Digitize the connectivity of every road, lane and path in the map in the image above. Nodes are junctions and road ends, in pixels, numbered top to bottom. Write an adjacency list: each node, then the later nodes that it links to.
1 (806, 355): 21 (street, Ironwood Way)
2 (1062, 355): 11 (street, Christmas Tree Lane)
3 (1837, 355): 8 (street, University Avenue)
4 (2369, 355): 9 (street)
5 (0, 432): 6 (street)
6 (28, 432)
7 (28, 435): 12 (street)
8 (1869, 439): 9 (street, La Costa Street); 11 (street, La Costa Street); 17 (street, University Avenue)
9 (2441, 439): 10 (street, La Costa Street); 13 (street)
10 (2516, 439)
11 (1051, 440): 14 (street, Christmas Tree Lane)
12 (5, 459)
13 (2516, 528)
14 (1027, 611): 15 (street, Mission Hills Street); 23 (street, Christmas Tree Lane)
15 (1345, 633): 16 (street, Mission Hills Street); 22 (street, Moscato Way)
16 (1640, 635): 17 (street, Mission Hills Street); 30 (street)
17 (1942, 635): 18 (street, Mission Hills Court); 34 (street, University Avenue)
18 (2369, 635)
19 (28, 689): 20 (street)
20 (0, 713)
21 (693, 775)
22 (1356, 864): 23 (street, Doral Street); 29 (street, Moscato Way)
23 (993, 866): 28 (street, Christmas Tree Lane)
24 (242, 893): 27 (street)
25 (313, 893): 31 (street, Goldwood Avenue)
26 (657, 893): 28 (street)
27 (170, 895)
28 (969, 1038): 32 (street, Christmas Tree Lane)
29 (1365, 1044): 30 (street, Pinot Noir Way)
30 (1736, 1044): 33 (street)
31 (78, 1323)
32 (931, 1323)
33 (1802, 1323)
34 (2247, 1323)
=====
- Problem statement -
Using the entries, return every line where the word "Christmas" can be found.

- Output of the task -
2 (1062, 355): 11 (street, Christmas Tree Lane)
11 (1051, 440): 14 (street, Christmas Tree Lane)
14 (1027, 611): 15 (street, Mission Hills Street); 23 (street, Christmas Tree Lane)
23 (993, 866): 28 (street, Christmas Tree Lane)
28 (969, 1038): 32 (street, Christmas Tree Lane)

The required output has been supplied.